Gospel superstar, ANDRAE CROUCH died on Thursday, 8th January. He was 72. Agencies report that the singer died at Northridge Hospital Medical Centre, where he had been admitted last Saturday after suffering a heart attack. His twin sister, Sandra said, “Today my twin brother, womb-mate and best friend went home to be with the Lord. I tried to keep him here but God loved him best.”

Born in San Francisco, Crouch began his music career in his teens, writing his first songs aged just 14. Then in the 60s and 70s along with people like Rev. Walter Hawkins and Rev. James Cleveland, Crouch helped modernize gospel music by bridging the traditional Black gospel sound with the white contemporary Christian music of the times. To many Gospel musicians, Crouch is simply considered the “Father of Modern Gospel Music.”

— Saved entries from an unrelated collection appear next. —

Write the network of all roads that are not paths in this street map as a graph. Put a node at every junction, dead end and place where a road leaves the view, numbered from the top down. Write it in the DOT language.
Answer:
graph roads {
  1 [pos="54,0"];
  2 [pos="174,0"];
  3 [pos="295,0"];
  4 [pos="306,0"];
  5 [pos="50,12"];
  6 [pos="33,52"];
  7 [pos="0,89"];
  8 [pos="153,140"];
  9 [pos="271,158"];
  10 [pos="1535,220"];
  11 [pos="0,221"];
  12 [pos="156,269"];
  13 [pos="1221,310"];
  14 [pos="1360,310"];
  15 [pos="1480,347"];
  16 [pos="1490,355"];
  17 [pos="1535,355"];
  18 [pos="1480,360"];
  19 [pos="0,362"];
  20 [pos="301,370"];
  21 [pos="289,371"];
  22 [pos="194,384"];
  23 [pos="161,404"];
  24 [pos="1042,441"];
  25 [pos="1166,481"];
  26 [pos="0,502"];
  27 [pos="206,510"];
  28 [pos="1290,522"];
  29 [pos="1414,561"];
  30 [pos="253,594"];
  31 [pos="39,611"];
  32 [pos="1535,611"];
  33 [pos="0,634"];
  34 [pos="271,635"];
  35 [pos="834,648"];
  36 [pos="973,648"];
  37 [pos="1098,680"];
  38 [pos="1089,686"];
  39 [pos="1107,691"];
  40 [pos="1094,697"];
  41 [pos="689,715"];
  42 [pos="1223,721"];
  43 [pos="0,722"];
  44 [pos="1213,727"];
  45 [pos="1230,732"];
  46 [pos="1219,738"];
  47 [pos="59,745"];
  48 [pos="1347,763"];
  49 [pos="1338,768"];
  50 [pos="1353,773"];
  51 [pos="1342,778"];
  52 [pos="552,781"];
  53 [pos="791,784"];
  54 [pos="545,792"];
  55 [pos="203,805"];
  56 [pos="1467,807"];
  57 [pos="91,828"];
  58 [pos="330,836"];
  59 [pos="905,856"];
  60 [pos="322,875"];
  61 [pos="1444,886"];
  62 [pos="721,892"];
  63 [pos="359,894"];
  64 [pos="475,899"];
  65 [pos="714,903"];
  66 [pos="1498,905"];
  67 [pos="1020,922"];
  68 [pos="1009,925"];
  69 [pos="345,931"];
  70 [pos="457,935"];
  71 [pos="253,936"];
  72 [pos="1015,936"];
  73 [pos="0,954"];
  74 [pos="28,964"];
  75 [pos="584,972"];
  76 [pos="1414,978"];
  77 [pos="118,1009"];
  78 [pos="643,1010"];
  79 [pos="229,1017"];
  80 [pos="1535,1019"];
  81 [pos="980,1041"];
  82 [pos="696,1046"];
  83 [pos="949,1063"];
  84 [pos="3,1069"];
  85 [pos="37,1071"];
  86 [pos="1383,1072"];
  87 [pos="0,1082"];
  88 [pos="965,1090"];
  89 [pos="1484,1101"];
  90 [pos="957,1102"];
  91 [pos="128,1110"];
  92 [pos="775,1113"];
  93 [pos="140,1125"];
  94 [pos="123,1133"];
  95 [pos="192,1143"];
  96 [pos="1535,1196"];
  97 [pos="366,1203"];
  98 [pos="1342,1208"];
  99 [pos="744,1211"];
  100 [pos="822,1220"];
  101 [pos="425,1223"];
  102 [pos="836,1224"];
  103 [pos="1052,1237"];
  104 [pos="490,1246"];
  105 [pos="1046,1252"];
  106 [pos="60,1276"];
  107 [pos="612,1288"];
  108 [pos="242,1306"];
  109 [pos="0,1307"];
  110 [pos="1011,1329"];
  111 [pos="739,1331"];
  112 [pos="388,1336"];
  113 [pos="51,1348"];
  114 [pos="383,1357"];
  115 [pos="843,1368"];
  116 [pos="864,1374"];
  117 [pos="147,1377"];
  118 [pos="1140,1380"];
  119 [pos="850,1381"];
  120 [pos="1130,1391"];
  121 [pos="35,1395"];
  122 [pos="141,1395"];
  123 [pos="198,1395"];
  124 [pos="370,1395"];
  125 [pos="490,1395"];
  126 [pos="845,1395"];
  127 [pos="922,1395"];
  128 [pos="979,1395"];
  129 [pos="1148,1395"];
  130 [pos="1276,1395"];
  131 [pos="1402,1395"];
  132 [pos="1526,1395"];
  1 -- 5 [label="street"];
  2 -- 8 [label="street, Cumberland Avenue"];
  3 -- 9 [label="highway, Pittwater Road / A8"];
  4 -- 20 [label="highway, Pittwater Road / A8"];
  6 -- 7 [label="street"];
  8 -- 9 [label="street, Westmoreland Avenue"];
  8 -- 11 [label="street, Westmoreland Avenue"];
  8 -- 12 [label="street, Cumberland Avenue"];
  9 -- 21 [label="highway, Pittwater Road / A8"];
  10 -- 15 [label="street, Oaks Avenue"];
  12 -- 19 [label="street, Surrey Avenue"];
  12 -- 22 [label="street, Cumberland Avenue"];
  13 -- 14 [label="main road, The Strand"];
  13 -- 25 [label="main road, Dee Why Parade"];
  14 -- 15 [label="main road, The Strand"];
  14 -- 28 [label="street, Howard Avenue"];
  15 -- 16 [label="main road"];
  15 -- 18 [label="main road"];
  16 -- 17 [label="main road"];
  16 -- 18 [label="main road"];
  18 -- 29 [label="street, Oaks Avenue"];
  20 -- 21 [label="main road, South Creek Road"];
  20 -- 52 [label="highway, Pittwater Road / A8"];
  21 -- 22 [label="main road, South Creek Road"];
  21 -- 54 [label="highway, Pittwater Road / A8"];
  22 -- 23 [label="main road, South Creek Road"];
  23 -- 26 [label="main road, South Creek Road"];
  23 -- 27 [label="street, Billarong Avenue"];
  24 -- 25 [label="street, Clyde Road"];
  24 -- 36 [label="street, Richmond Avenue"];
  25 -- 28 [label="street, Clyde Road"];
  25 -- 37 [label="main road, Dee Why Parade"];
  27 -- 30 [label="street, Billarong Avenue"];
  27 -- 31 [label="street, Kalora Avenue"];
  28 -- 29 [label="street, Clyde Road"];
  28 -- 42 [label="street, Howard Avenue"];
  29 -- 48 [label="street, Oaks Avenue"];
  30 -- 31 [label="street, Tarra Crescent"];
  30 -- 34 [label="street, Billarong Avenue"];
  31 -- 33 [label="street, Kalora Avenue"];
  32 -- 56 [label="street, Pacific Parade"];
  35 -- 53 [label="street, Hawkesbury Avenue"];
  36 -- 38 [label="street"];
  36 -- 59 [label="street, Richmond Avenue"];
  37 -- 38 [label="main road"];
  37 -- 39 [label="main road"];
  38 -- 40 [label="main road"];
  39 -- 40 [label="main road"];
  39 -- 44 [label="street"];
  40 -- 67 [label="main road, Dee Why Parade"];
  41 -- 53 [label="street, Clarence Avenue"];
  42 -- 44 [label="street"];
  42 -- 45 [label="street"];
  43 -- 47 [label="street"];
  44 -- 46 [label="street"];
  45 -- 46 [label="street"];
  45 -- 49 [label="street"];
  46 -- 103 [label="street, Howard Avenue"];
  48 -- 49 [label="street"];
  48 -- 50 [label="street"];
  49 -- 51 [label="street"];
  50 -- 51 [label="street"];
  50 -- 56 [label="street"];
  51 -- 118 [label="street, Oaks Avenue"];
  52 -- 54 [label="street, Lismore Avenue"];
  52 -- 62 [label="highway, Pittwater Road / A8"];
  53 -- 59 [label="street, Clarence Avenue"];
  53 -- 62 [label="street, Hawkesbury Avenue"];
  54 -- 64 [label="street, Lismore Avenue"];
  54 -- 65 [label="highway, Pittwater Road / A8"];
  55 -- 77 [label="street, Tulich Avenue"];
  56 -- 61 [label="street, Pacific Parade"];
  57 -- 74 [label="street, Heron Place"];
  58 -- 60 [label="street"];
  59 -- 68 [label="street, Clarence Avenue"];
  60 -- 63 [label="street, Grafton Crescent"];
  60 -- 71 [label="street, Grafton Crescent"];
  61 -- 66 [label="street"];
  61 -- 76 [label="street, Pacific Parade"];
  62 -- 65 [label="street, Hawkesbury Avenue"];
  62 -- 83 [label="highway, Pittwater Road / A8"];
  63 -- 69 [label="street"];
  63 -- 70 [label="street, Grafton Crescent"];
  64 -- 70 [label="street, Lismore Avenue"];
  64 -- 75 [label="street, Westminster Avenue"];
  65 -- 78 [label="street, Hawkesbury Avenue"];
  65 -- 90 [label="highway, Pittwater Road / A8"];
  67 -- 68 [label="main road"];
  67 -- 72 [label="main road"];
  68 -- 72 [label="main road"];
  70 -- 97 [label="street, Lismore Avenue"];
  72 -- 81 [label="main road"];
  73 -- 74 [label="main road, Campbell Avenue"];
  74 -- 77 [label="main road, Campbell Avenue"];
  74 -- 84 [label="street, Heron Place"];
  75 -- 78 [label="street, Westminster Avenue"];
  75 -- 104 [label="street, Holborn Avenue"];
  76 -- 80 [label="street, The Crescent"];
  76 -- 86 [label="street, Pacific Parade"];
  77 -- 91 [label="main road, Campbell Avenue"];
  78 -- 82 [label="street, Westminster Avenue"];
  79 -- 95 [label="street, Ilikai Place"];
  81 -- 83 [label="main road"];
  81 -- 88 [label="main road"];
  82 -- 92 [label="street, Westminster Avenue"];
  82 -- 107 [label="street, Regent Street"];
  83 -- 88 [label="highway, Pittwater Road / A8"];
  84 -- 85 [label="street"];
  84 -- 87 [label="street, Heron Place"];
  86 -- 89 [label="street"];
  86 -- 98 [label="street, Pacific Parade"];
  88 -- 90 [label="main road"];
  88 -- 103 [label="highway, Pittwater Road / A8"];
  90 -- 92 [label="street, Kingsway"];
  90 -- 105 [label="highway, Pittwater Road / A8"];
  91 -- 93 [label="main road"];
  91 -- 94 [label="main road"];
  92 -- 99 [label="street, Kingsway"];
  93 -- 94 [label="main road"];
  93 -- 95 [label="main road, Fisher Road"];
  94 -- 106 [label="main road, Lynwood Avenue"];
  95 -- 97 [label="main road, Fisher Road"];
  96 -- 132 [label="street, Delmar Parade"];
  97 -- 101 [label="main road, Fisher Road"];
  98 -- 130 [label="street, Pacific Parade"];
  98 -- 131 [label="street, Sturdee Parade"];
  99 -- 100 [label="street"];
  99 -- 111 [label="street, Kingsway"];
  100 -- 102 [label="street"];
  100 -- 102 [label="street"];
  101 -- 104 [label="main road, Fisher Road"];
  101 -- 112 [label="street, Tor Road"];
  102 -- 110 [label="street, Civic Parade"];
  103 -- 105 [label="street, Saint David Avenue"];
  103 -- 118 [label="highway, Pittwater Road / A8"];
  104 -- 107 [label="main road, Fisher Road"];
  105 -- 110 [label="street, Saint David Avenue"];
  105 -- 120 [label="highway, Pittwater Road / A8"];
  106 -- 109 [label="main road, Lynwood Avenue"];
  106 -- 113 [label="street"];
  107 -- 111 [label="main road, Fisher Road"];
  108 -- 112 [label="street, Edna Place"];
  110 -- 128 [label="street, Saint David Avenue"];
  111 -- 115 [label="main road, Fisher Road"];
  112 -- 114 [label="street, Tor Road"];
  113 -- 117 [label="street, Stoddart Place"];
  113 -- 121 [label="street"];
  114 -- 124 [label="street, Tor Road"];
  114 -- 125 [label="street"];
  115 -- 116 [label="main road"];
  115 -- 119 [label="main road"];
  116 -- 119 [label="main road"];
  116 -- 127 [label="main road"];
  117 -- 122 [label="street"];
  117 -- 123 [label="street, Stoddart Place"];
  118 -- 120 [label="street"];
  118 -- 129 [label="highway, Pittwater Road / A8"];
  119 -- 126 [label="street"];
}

With his group, The Disciples, Crouch fronted countless Gospel hits and simultaneously worked with artists across a variety of genres – most notably Michael Jackson, Madonna, Elvis Presley, Paul Simon, Diana Ross, Ringo Starr, Chaka Khan, Shelia E., Take 6, Kim Burrell and Marvin Winans. More specifically the Disciples sang BVs on Madonna’s ‘Like A Prayer’ while Crouch arranged Jackson’s ‘Man In The Mirror’. In 1985 he was nominated for a Grammy for his music to the movie ‘The Colour Purple’ and he’s one of only a handful of gospel performers to have a star on the Hollywood Walk of Fame.

Interestingly, Crouch’s fame came despite a lifelong struggle with dyslexia. To create music, he would make drawings that allowed him to grasp the overall concept. For the Jackson song, for instance, we’re told that he drew a mirror with an image in it.

Crouch had health issues in recent years, including diabetes and cancer. Last month, he was hospitalized for pneumonia and congestive heart failure and had to cancel a tour.